# Dev Week 2017 - Machine Learning & Recommender Systems

This talk will present to you some basic concepts about Machine Learning and how we develop projects using this concept and related technologies (IMHO).

## Fundamentals of Machine Learning

### Some important points that we must keep in mind for this talk

In terms of concept size: 
- Data Science and AI concepts is bigger than Machine Learning;
- Machine Learning concept is bigger than Deep Learning;

### What is learning?

- Using past experiences to acquire expertise in execute a specific task;
- Do you wanna an example?
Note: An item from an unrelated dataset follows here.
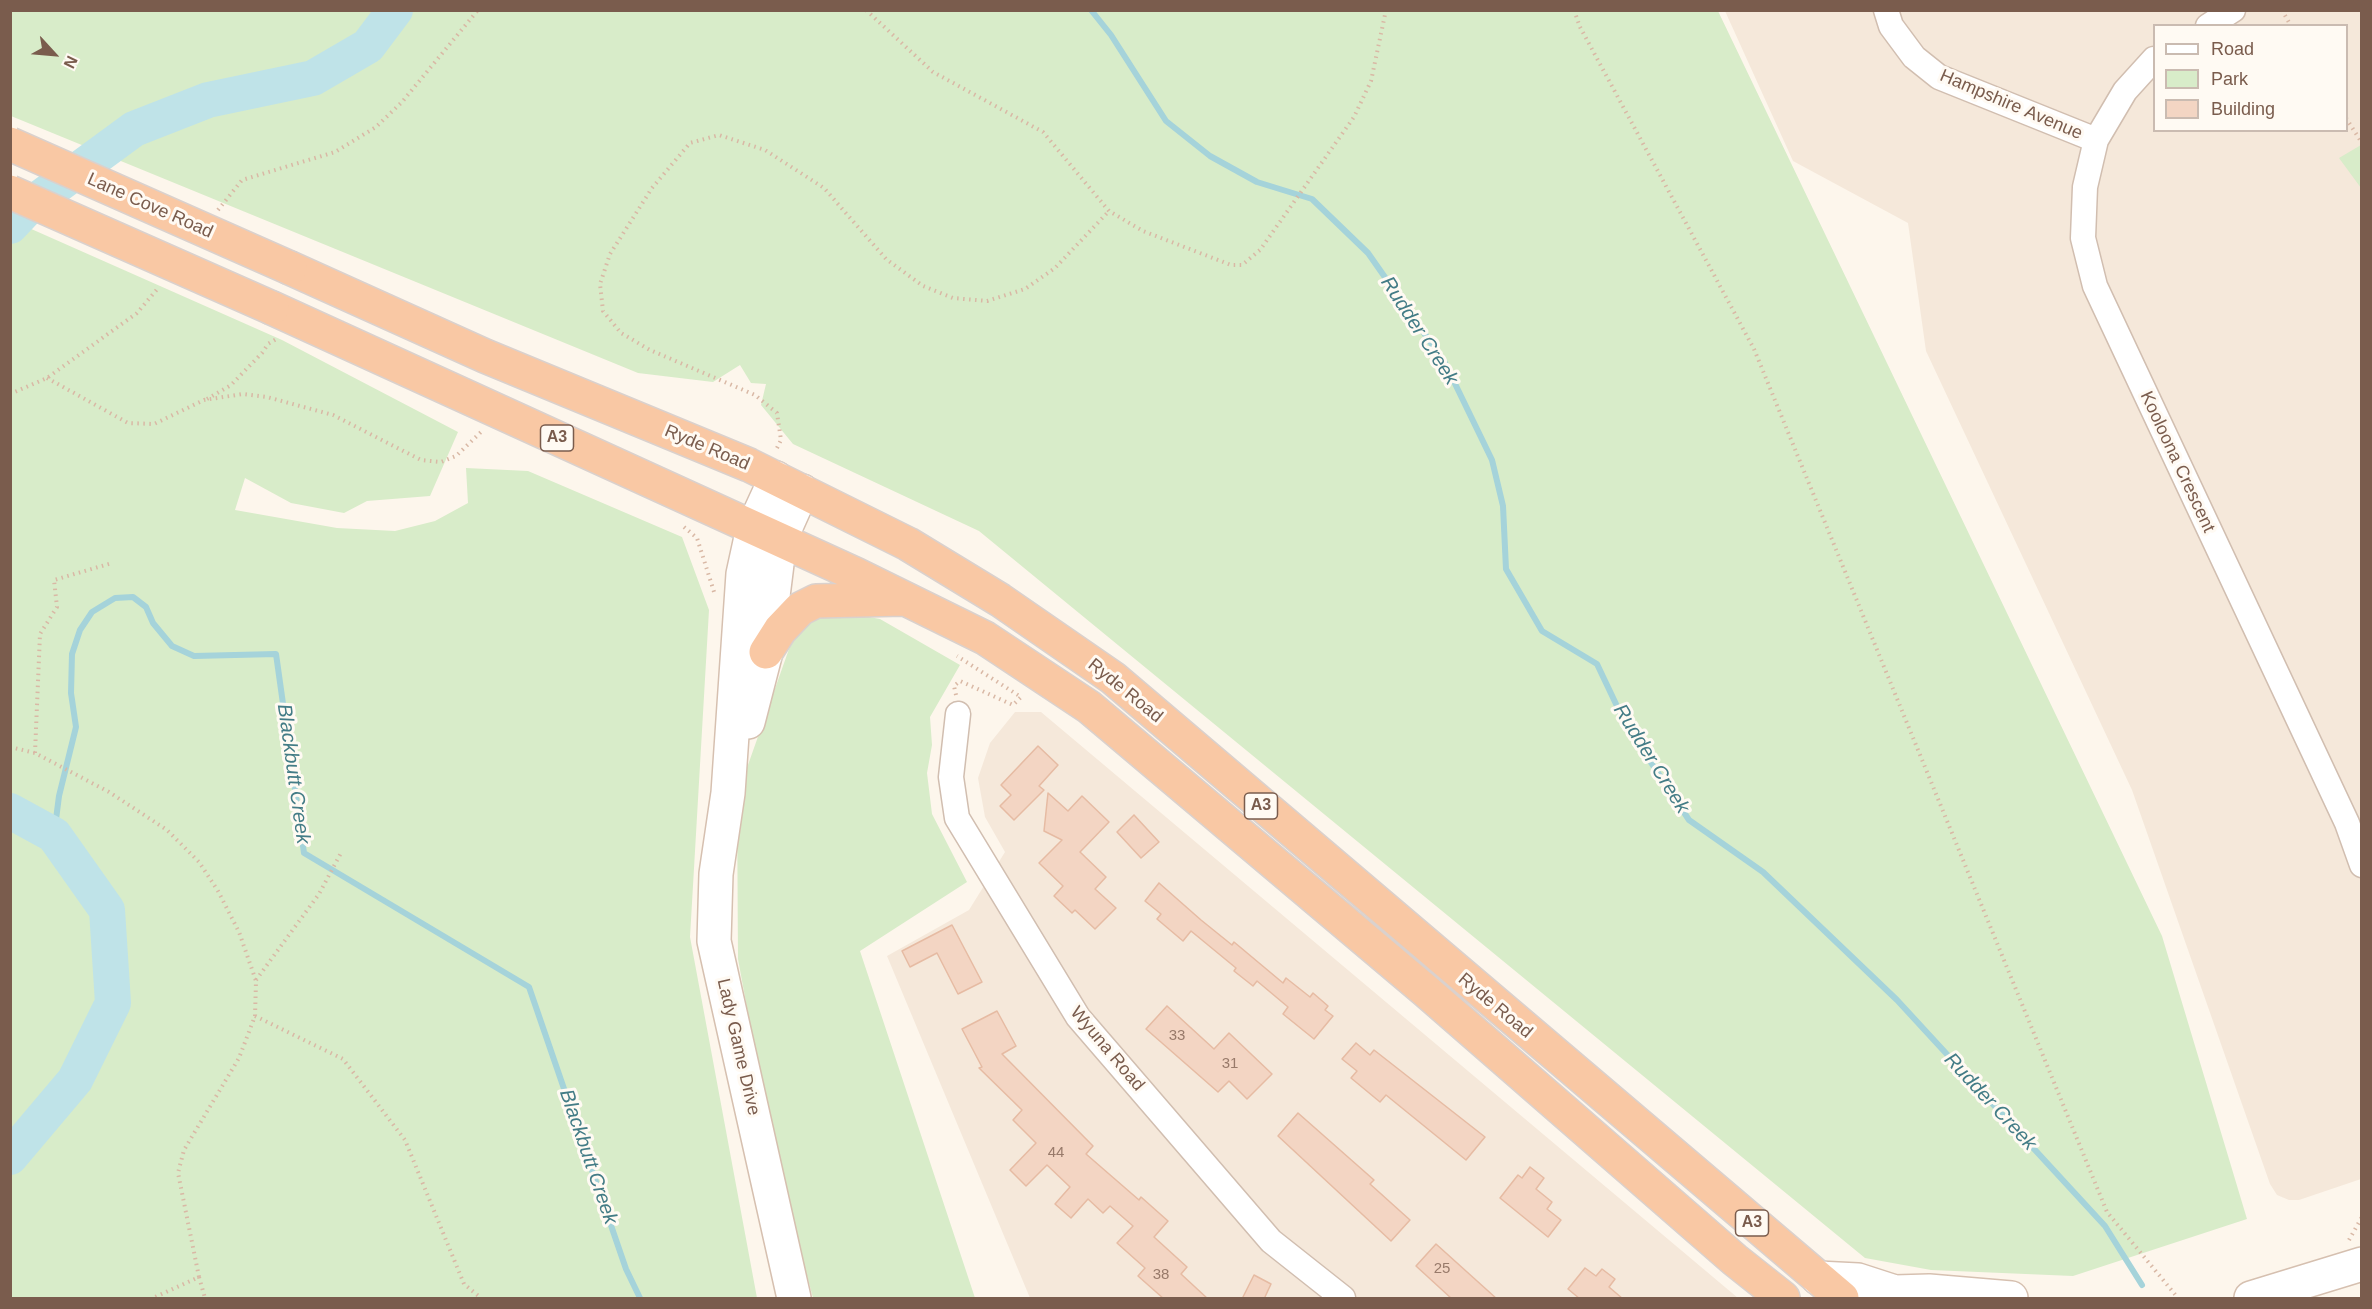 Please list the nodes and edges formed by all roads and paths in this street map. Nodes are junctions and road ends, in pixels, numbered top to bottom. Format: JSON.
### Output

Pretend to grab a stone from ground near a street dog!

### What is machine learning?

- When you program a machine to learn how to execute a specific task;
- The old but gold example of filtering Spams;

### Types of learning

#### Supervised versus Unsupervised

*Supervised:* when you learn from a targeted amount of data how to target another amount of data;

*Unsupervised:* no targets;

### Classification, regression, multiclass, ranking and complex predictions

*Simple (binary) classification:* you have two classes and a new sample must fit one of the two classes;

*Regression:* you must to predict a continuous value for your new samples;

*Multi classification:* you have more than two classes;

*Ranking:* You must order a set of instances by relevance;

*Complex prediction:* As an example, cost sensitive classification;

#### Active versus Passive learners

About how the learner interacts with the environment at training time. If actively performs interactions (A/B tests, questions, etc.) or wait for another actor to bring to learnship.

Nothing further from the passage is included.